Even longstanding skeptics are changing their tune. Dr. Offit, professor of pediatrics in the division of infectious diseases at the Children’s Hospital of Philadelphia, cited a recent study from the Autism Science Foundation which found that 85% of parents of children with autism spectrum disorder don’t believe that vaccines cause the condition. “Although there will be parents who continue to believe that vaccines cause autism, most parents of children with autism don’t believe that,” he said. “Also, it’s a little hard to make your case that vaccines are dangerous and that you shouldn’t get them in the midst of outbreaks.”

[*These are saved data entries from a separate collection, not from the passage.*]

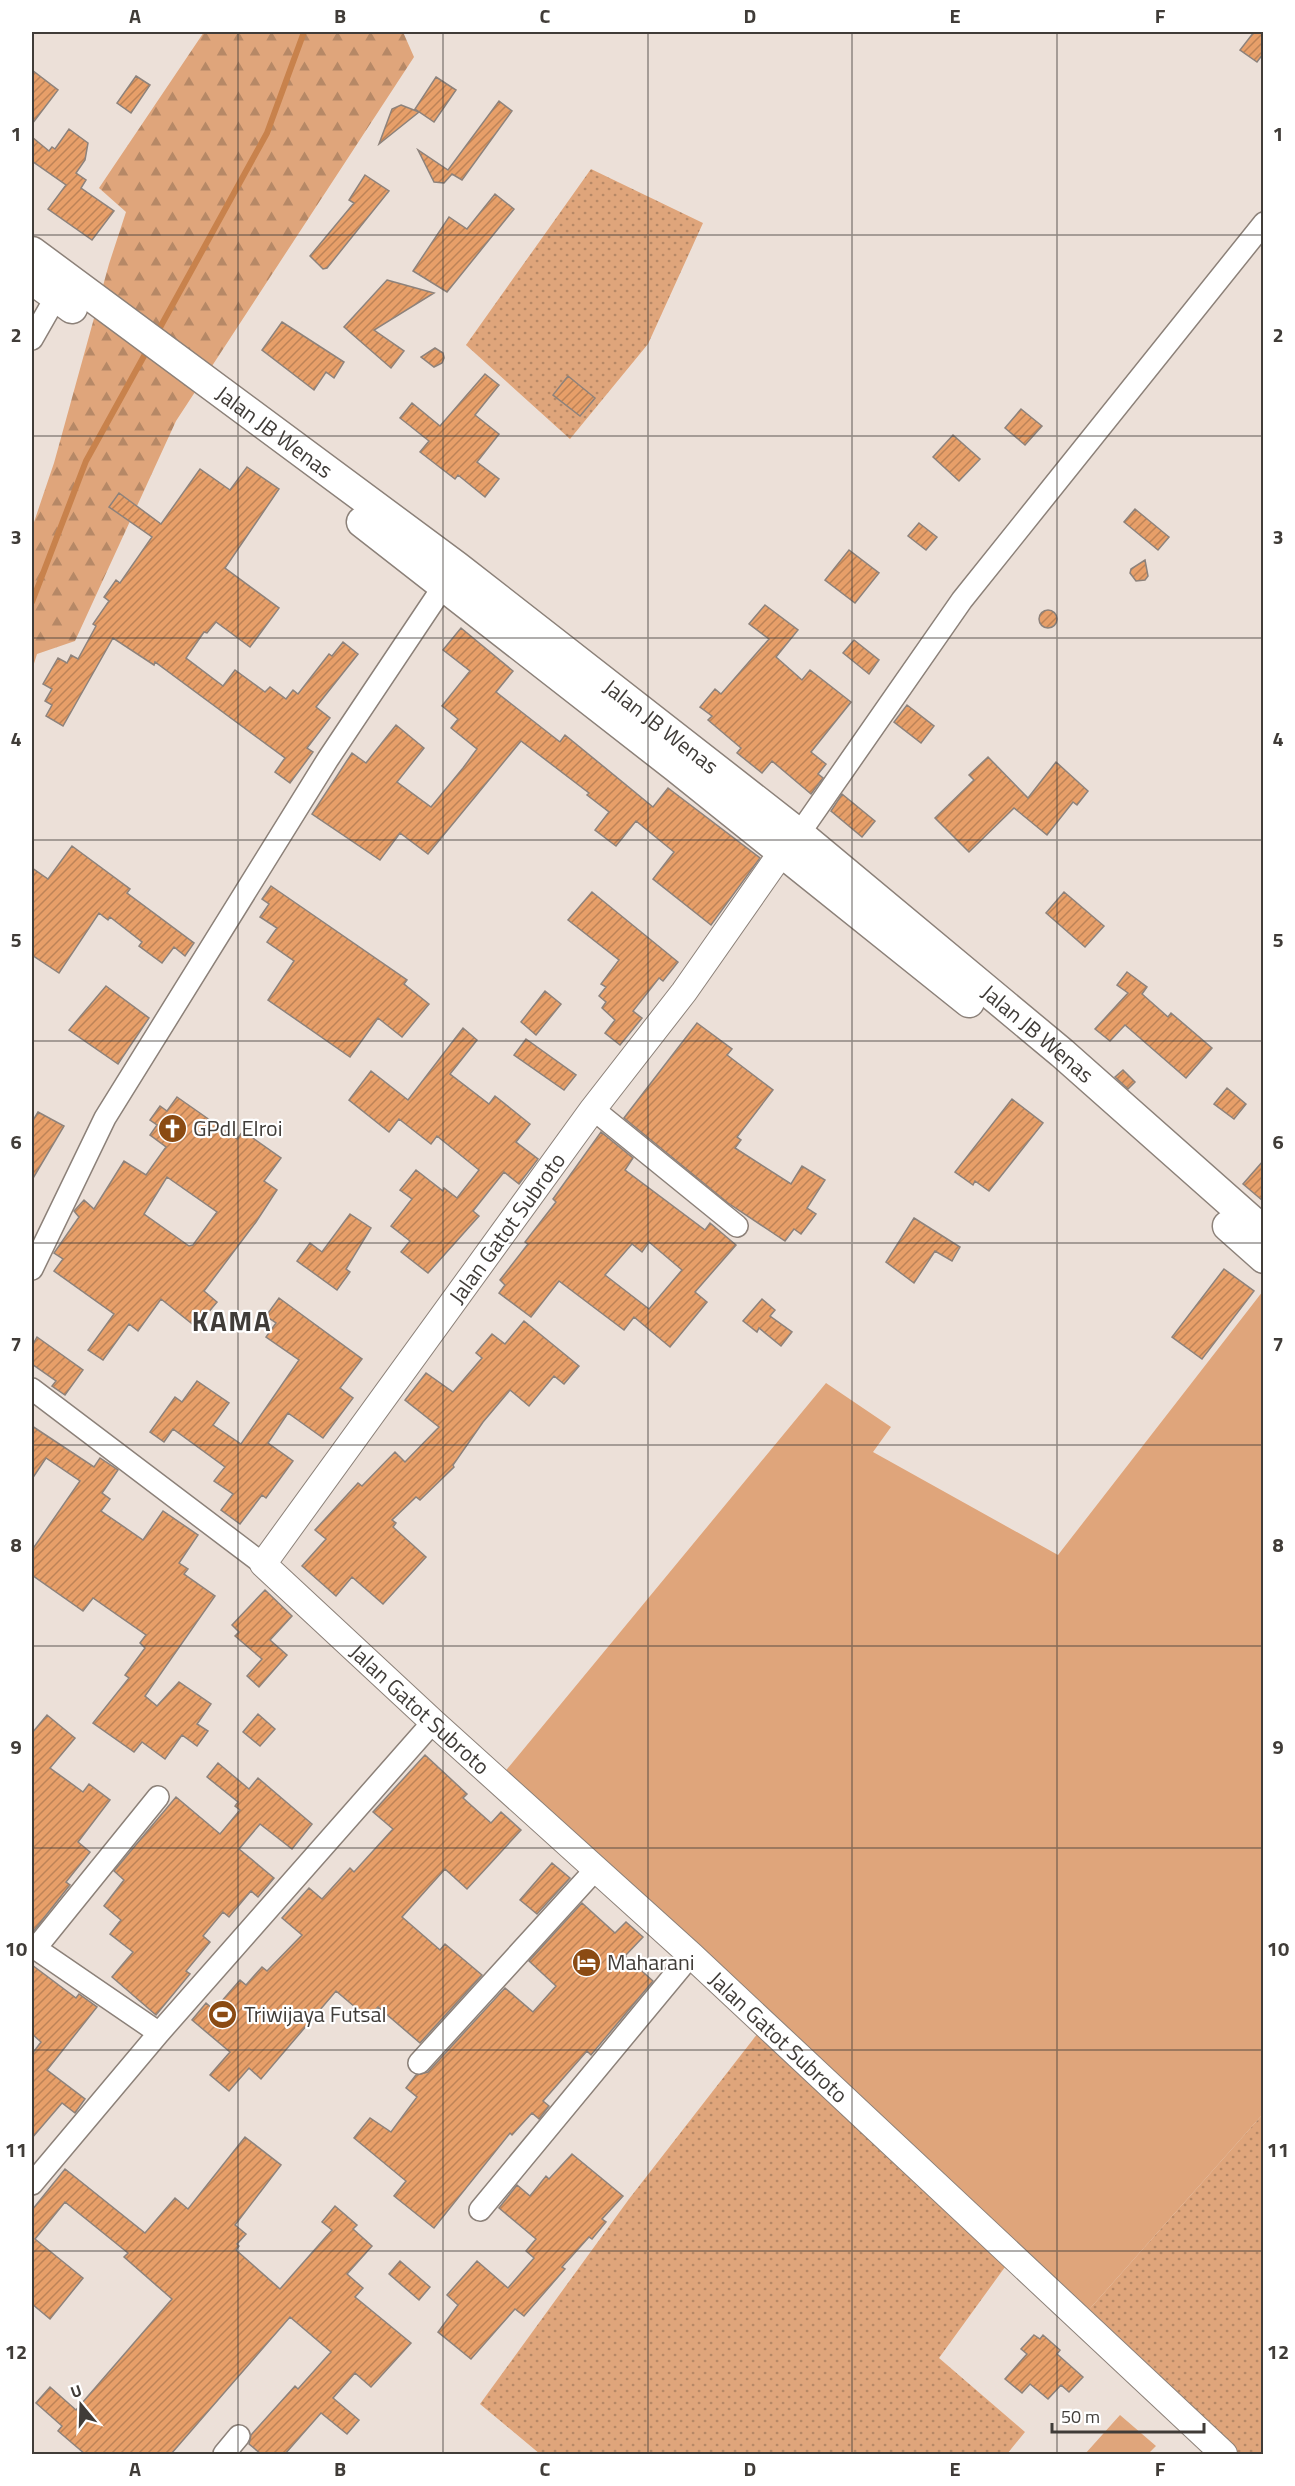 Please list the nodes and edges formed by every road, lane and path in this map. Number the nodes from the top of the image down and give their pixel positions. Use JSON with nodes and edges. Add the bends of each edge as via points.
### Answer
{"nodes":[{"id":1,"x":1263,"y":223,"type":"edge"},
{"id":2,"x":32,"y":252,"type":"edge"},
{"id":3,"x":32,"y":279,"type":"edge"},
{"id":4,"x":58,"y":286,"type":"junction"},
{"id":5,"x":32,"y":339,"type":"edge"},
{"id":6,"x":451,"y":576,"type":"junction"},
{"id":7,"x":790,"y":843,"type":"junction"},
{"id":8,"x":594,"y":1109,"type":"junction"},
{"id":9,"x":1192,"y":1181,"type":"junction"},
{"id":10,"x":737,"y":1226,"type":"dead end"},
{"id":11,"x":1263,"y":1232,"type":"edge"},
{"id":12,"x":1263,"y":1258,"type":"edge"},
{"id":13,"x":32,"y":1269,"type":"edge"},
{"id":14,"x":32,"y":1389,"type":"edge"},
{"id":15,"x":263,"y":1564,"type":"junction"},
{"id":16,"x":433,"y":1722,"type":"junction"},
{"id":17,"x":158,"y":1797,"type":"dead end"},
{"id":18,"x":596,"y":1869,"type":"junction"},
{"id":19,"x":33,"y":1948,"type":"edge"},
{"id":20,"x":691,"y":1955,"type":"junction"},
{"id":21,"x":159,"y":2033,"type":"junction"},
{"id":22,"x":418,"y":2063,"type":"dead end"},
{"id":23,"x":32,"y":2184,"type":"edge"},
{"id":24,"x":480,"y":2210,"type":"dead end"},
{"id":25,"x":239,"y":2436,"type":"dead end"},
{"id":26,"x":224,"y":2454,"type":"edge"},
{"id":27,"x":1224,"y":2454,"type":"edge"}],
"edges":[{"from":1,"to":7,"type":"street","via":[[962,600]]},
{"from":2,"to":4,"type":"main road","name":"Jalan JB Wenas"},
{"from":3,"to":4,"type":"main road","name":"Jalan JB Wenas"},
{"from":4,"to":5,"type":"street"},
{"from":4,"to":6,"type":"main road","name":"Jalan JB Wenas"},
{"from":6,"to":7,"type":"main road","name":"Jalan JB Wenas"},
{"from":6,"to":13,"type":"street","via":[[328,759],[105,1118]]},
{"from":7,"to":8,"type":"street","name":"Jalan Gatot Subroto","via":[[684,992]]},
{"from":7,"to":9,"type":"main road","name":"Jalan JB Wenas","via":[[1039,1058]]},
{"from":8,"to":10,"type":"street"},
{"from":8,"to":15,"type":"street","name":"Jalan Gatot Subroto"},
{"from":9,"to":11,"type":"main road","name":"Jalan JB Wenas"},
{"from":9,"to":12,"type":"main road","name":"Jalan JB Wenas"},
{"from":14,"to":15,"type":"street"},
{"from":15,"to":16,"type":"street","name":"Jalan Gatot Subroto"},
{"from":16,"to":18,"type":"street","name":"Jalan Gatot Subroto"},
{"from":16,"to":21,"type":"street"},
{"from":17,"to":19,"type":"street"},
{"from":18,"to":20,"type":"street","name":"Jalan Gatot Subroto"},
{"from":18,"to":22,"type":"street"},
{"from":19,"to":21,"type":"street"},
{"from":20,"to":24,"type":"street"},
{"from":20,"to":27,"type":"street","name":"Jalan Gatot Subroto"},
{"from":21,"to":23,"type":"street"},
{"from":25,"to":26,"type":"street"}]}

Perhaps the greatest pushback against antivaccination efforts has been made in the legal arena. In 2019 alone, legislators in California banned parents from not vaccinating their kids because of personal beliefs, while lawmakers in New York repealed the religious exemption to vaccinate, those in Maine repealed the religious and philosophical exemption, those in New Jersey required detailed written explanation for religious exemption, and those in Washington State repealed the philosophical exemption for the MMR vaccine.

Pushback also is apparent on various social media platforms. For example, Dr. Offit said, Pinterest restricts vaccine search results to curb the spread of misinformation, YouTube removes ads from antivaccine channels, Amazon Prime has pulled antivaccination documentaries from its video service, and Facebook has taken steps to curb misinformation about vaccines. “With outbreaks and with children suffering, the media and public sentiment has largely turned against those who are vehemently against vaccines,” he said. “I’m talking about an angry, politically connected, lawyer-backed group of people who are conspiracy theorists, [those] who no matter what you say, they’re going to believe there’s a conspiracy theory to hurt their children and not believe you. When that group becomes big enough and you start to see outbreaks like we’ve seen, then it becomes an issue. That’s where it comes down to legislation. Is it your inalienable right as a U.S. citizen to allow your child to catch and transmit a potentially fatal infection? That’s what we’re struggling with now.”

When meeting with parents who are skeptical about vaccines or refuse their children to have them, Dr. Offit advises clinicians to “go down swinging” in favor of vaccination. He shared how his wife, Bonnie, a pediatrician who practices in suburban Philadelphia, counsels parents who raise such concerns. “The way she handled it initially was to do the best she could to eventually get people vaccinated,” he said. “She was successful about one-quarter of the time. Then she drew a line. She started saying to parents, ‘Look; don’t put me in a position where you are asking me to practice substandard care. I can’t send them out of this room knowing that there’s more measles out there, knowing that there’s mumps out there, knowing that there’s whooping cough out there, knowing that there’s pneumococcus and varicella out there. If this child leaves this office and is hurt by any of those viruses or bacteria and I knew I could have done something to prevent it, I couldn’t live with myself. If you’re going to let this child out without being vaccinated I can’t see you anymore because I’m responsible for the health of this child.’ With that [approach], she has been far more successful. Because at some level, if you continue to see that patient, you’re tacitly agreeing that it’s okay to [not vaccinate].”

In 2000, Dr. Offit and colleagues created the Vaccine Education Center at Children’s Hospital of Philadelphia, which provides complete, up-to-date, and reliable information about vaccines to parents and clinicians. It summarizes the purpose of each vaccine, and the relative risks and benefits in easy-to-read language. The CDC also maintains updated information about vaccines and immunizations on its web site. For his part, Dr. Offit tells parents that passing on an opportunity to vaccinate their child is not a risk-free choice. “If you choose not to get a vaccine you probably will get away with it, but you might not,” he said. “You are playing a game of Russian roulette. It may not be five empty chambers and one bullet, but maybe it’s 100,000 empty chambers and one bullet. There’s a bullet there.”

Dr. Offit reported having no relevant financial disclosures.